==== Stored data ====

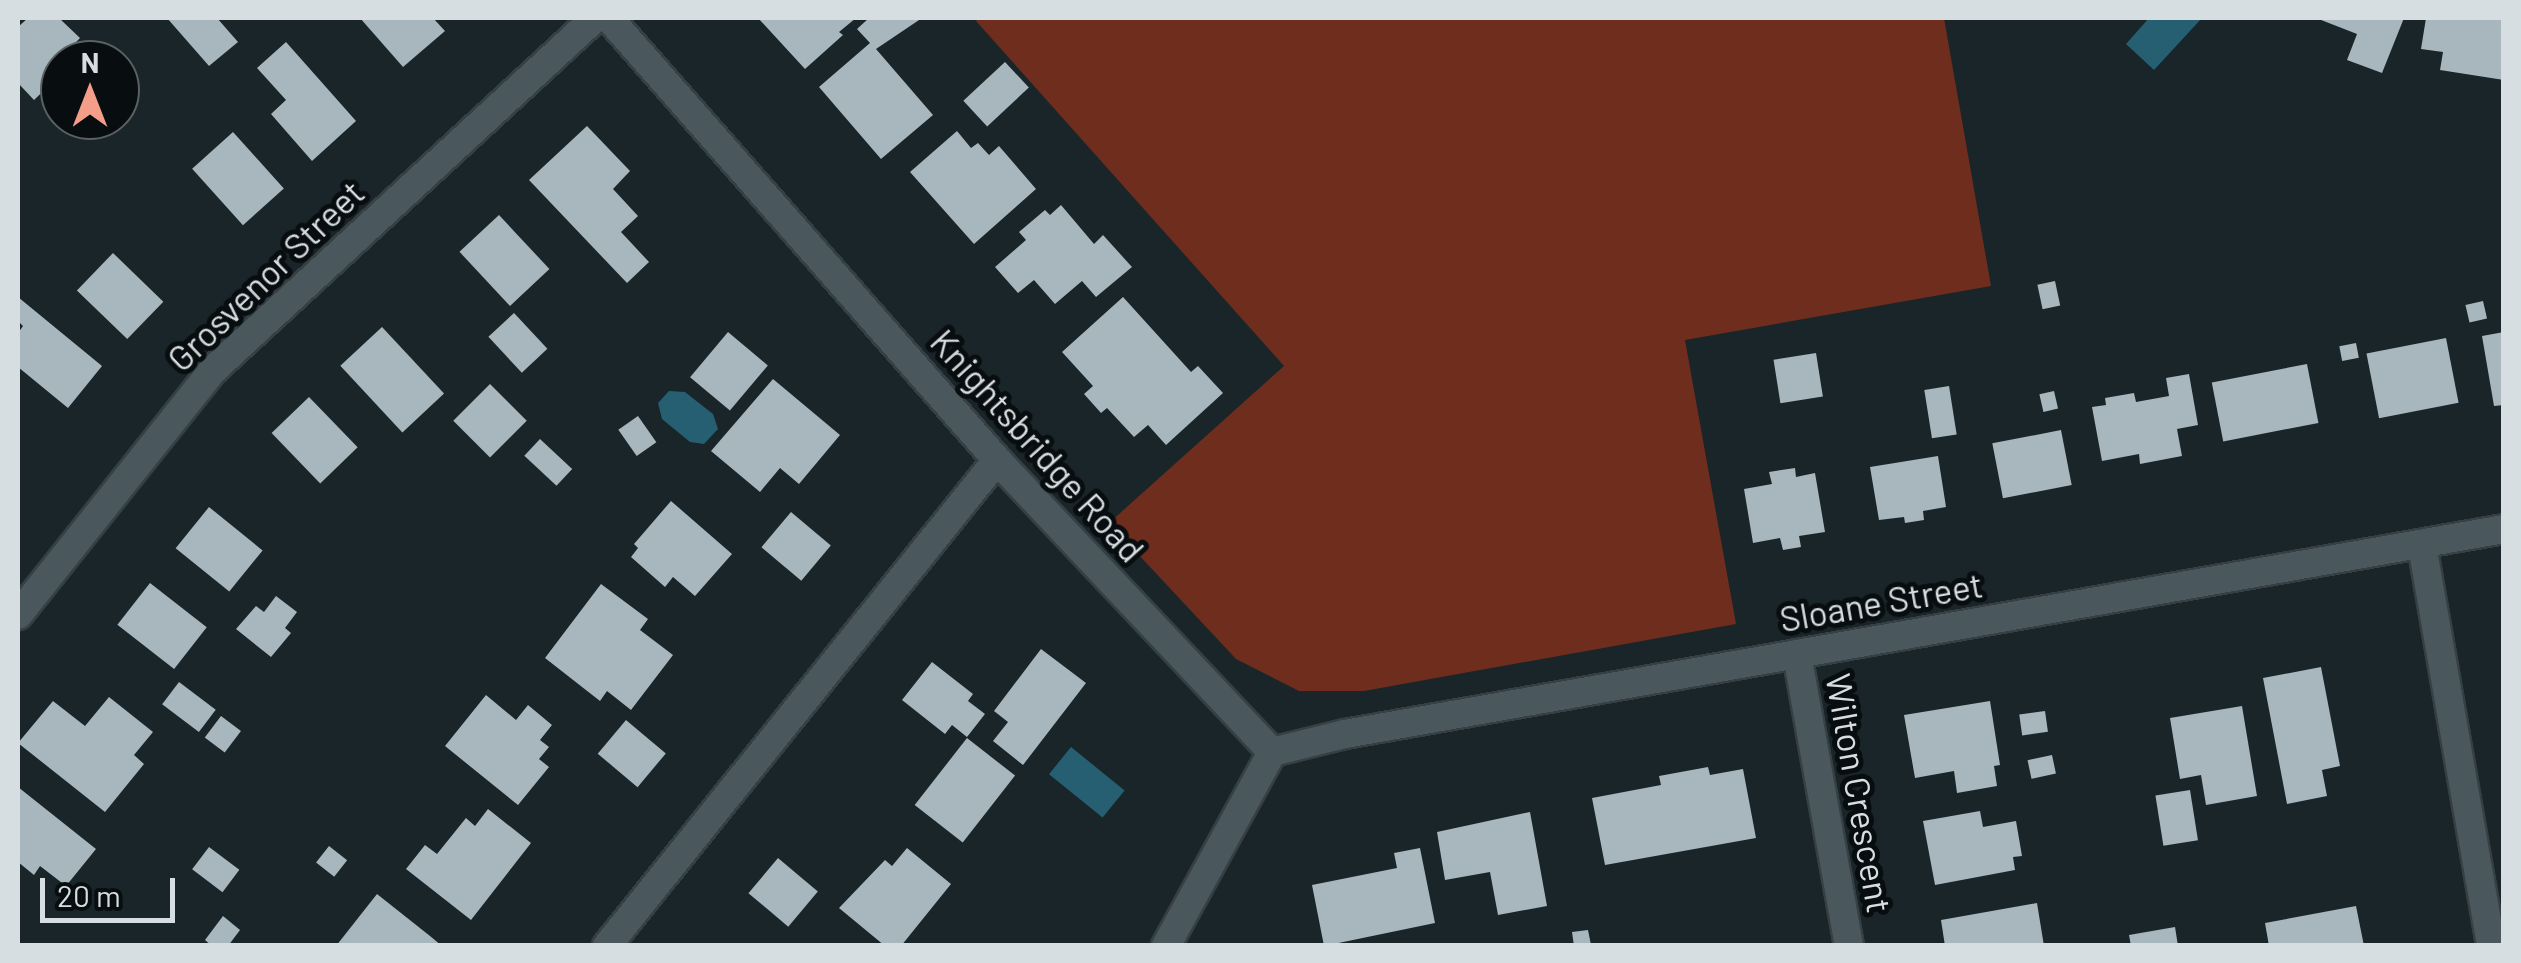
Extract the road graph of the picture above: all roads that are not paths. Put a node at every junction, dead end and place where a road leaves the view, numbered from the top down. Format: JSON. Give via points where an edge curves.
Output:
{"nodes":[{"id":1,"x":595,"y":18,"type":"edge"},
{"id":2,"x":609,"y":18,"type":"edge"},
{"id":3,"x":998,"y":460,"type":"junction"},
{"id":4,"x":2504,"y":530,"type":"edge"},
{"id":5,"x":2422,"y":545,"type":"junction"},
{"id":6,"x":18,"y":615,"type":"edge"},
{"id":7,"x":1797,"y":654,"type":"junction"},
{"id":8,"x":1272,"y":752,"type":"junction"},
{"id":9,"x":607,"y":946,"type":"edge"},
{"id":10,"x":1166,"y":946,"type":"edge"},
{"id":11,"x":1849,"y":946,"type":"edge"},
{"id":12,"x":2491,"y":946,"type":"edge"}],
"edges":[{"from":1,"to":6,"type":"street","name":"Grosvenor Street","via":[[211,372]]},
{"from":2,"to":3,"type":"street","name":"Knightsbridge Road"},
{"from":3,"to":8,"type":"street","name":"Knightsbridge Road"},
{"from":3,"to":9,"type":"street"},
{"from":4,"to":5,"type":"street","name":"Sloane Street"},
{"from":5,"to":7,"type":"street","name":"Sloane Street"},
{"from":5,"to":12,"type":"street"},
{"from":7,"to":8,"type":"street","name":"Sloane Street"},
{"from":7,"to":11,"type":"street","name":"Wilton Crescent"},
{"from":8,"to":10,"type":"street"}]}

====

#### Description of the task
Output the listing word for word. Drop the pictures.

#### Your solution
Extract the road graph of the picture above: all roads that are not paths. Put a node at every junction, dead end and place where a road leaves the view, numbered from the top down. Format: JSON. Give via points where an edge curves.
Output:
{"nodes":[{"id":1,"x":595,"y":18,"type":"edge"},
{"id":2,"x":609,"y":18,"type":"edge"},
{"id":3,"x":998,"y":460,"type":"junction"},
{"id":4,"x":2504,"y":530,"type":"edge"},
{"id":5,"x":2422,"y":545,"type":"junction"},
{"id":6,"x":18,"y":615,"type":"edge"},
{"id":7,"x":1797,"y":654,"type":"junction"},
{"id":8,"x":1272,"y":752,"type":"junction"},
{"id":9,"x":607,"y":946,"type":"edge"},
{"id":10,"x":1166,"y":946,"type":"edge"},
{"id":11,"x":1849,"y":946,"type":"edge"},
{"id":12,"x":2491,"y":946,"type":"edge"}],
"edges":[{"from":1,"to":6,"type":"street","name":"Grosvenor Street","via":[[211,372]]},
{"from":2,"to":3,"type":"street","name":"Knightsbridge Road"},
{"from":3,"to":8,"type":"street","name":"Knightsbridge Road"},
{"from":3,"to":9,"type":"street"},
{"from":4,"to":5,"type":"street","name":"Sloane Street"},
{"from":5,"to":7,"type":"street","name":"Sloane Street"},
{"from":5,"to":12,"type":"street"},
{"from":7,"to":8,"type":"street","name":"Sloane Street"},
{"from":7,"to":11,"type":"street","name":"Wilton Crescent"},
{"from":8,"to":10,"type":"street"}]}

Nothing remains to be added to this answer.